Start of DATA LISTING

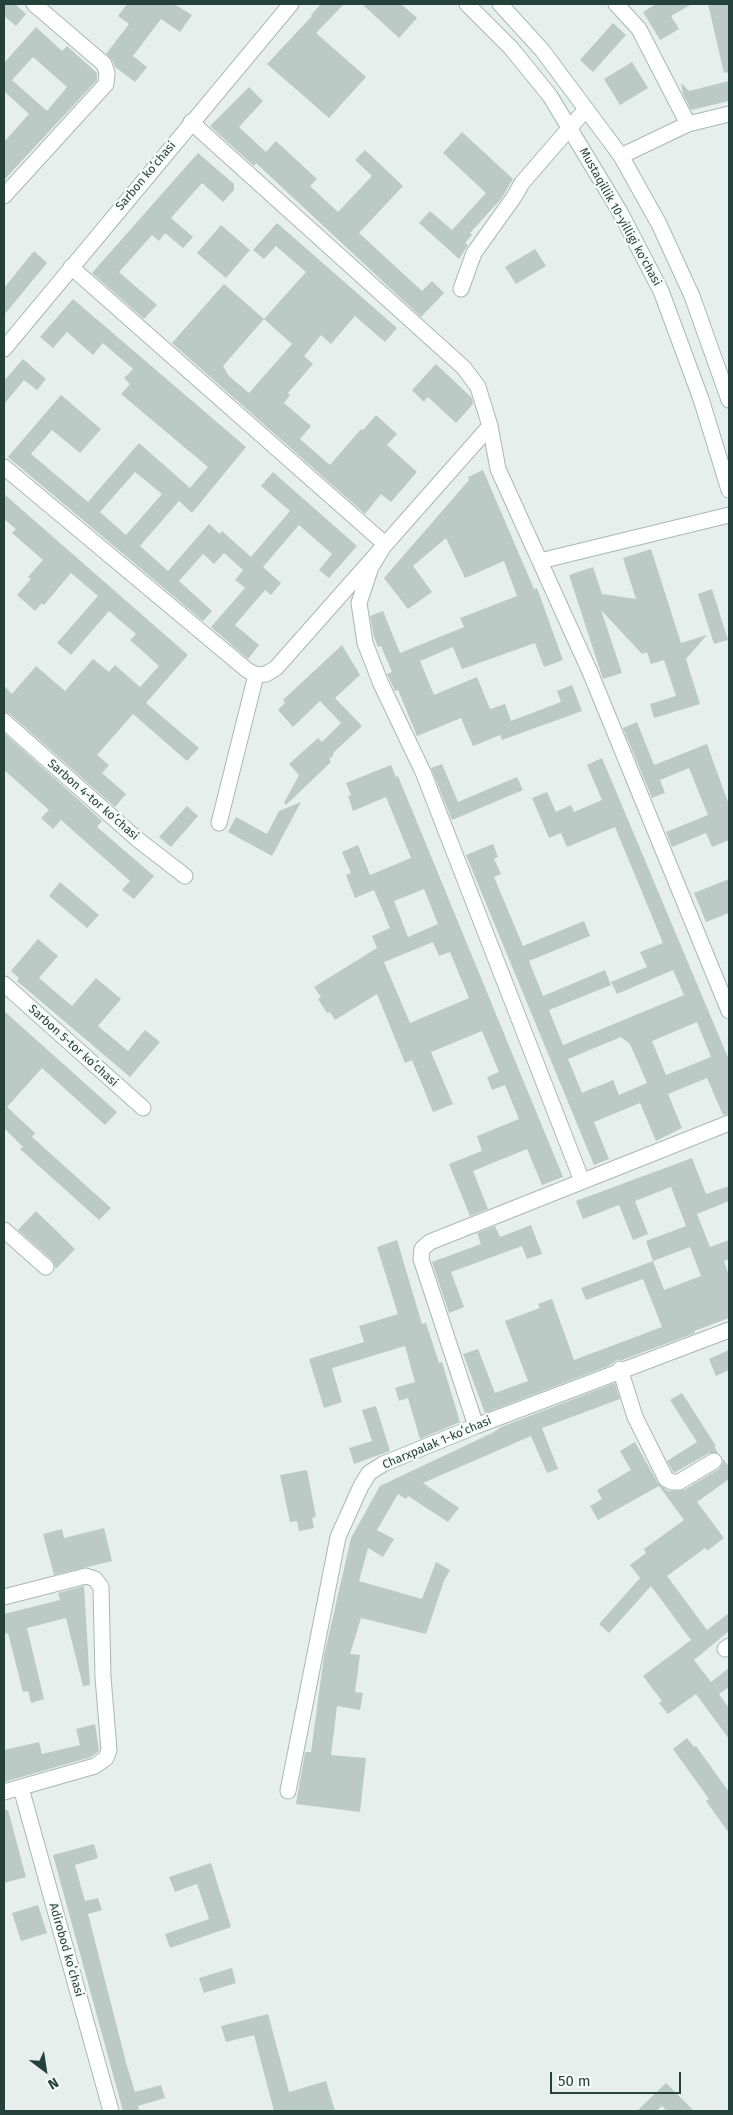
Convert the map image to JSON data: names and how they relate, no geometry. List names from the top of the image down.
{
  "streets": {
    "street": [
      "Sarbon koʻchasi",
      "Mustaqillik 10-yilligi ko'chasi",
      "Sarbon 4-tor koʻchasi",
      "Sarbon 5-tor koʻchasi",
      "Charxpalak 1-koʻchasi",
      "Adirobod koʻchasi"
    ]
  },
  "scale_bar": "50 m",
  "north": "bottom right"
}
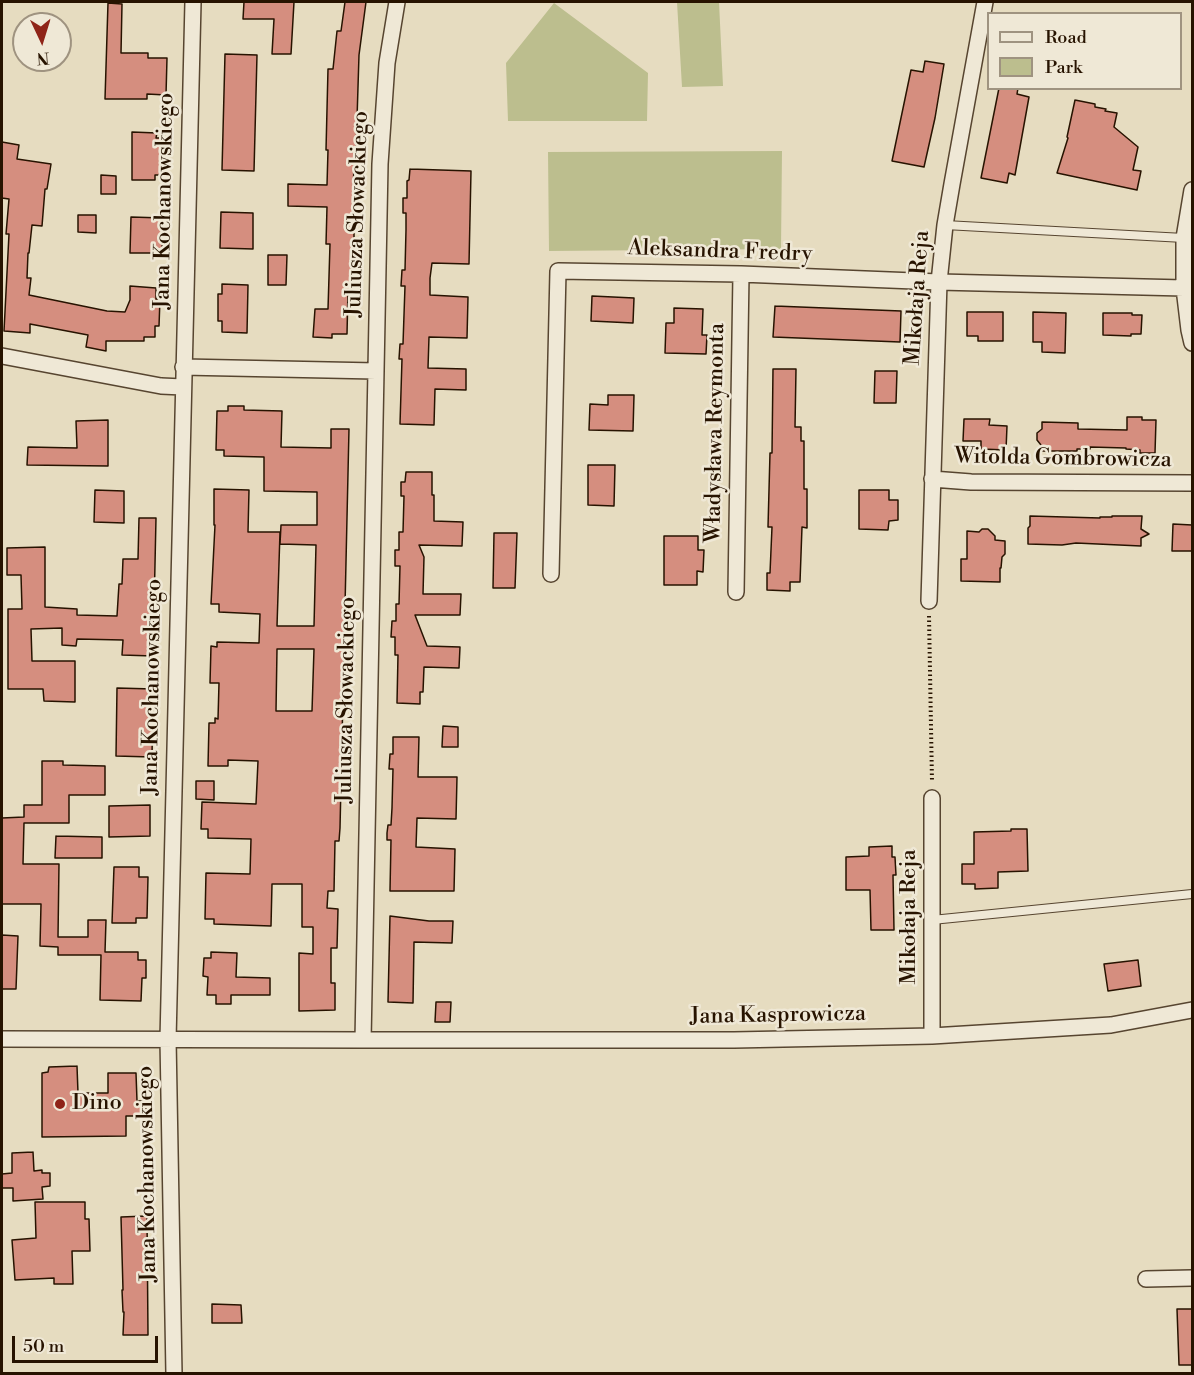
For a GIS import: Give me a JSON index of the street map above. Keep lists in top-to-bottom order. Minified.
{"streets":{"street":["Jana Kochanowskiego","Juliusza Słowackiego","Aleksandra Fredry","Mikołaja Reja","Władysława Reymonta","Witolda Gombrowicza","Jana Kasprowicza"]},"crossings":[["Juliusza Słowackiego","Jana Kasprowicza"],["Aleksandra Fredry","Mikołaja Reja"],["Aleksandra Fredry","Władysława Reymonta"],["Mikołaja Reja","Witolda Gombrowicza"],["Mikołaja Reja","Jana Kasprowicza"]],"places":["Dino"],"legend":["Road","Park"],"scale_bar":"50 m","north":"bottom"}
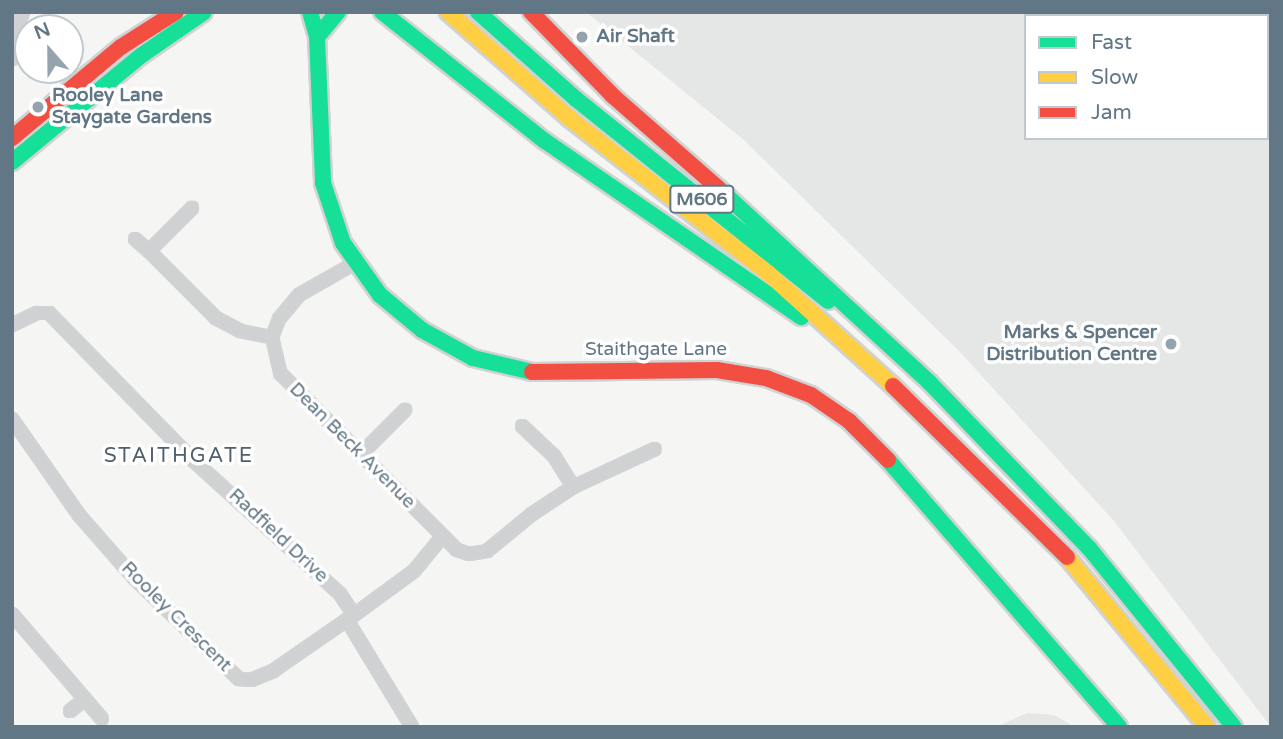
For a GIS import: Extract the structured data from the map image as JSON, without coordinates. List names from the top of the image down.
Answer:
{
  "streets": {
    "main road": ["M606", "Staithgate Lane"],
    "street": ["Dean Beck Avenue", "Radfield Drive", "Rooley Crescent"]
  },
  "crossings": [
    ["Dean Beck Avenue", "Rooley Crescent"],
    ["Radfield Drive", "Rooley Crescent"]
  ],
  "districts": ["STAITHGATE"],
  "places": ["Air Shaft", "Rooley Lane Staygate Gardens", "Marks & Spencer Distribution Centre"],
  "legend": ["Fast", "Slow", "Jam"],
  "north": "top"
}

End of DATA LISTING

» TASK GOAL
Output, and output only, the lines from the one containing "For a GIS import: Extract" through the last line of the data above.

» COMPLETED TASK
For a GIS import: Extract the structured data from the map image as JSON, without coordinates. List names from the top of the image down.
Answer:
{
  "streets": {
    "main road": ["M606", "Staithgate Lane"],
    "street": ["Dean Beck Avenue", "Radfield Drive", "Rooley Crescent"]
  },
  "crossings": [
    ["Dean Beck Avenue", "Rooley Crescent"],
    ["Radfield Drive", "Rooley Crescent"]
  ],
  "districts": ["STAITHGATE"],
  "places": ["Air Shaft", "Rooley Lane Staygate Gardens", "Marks & Spencer Distribution Centre"],
  "legend": ["Fast", "Slow", "Jam"],
  "north": "top"
}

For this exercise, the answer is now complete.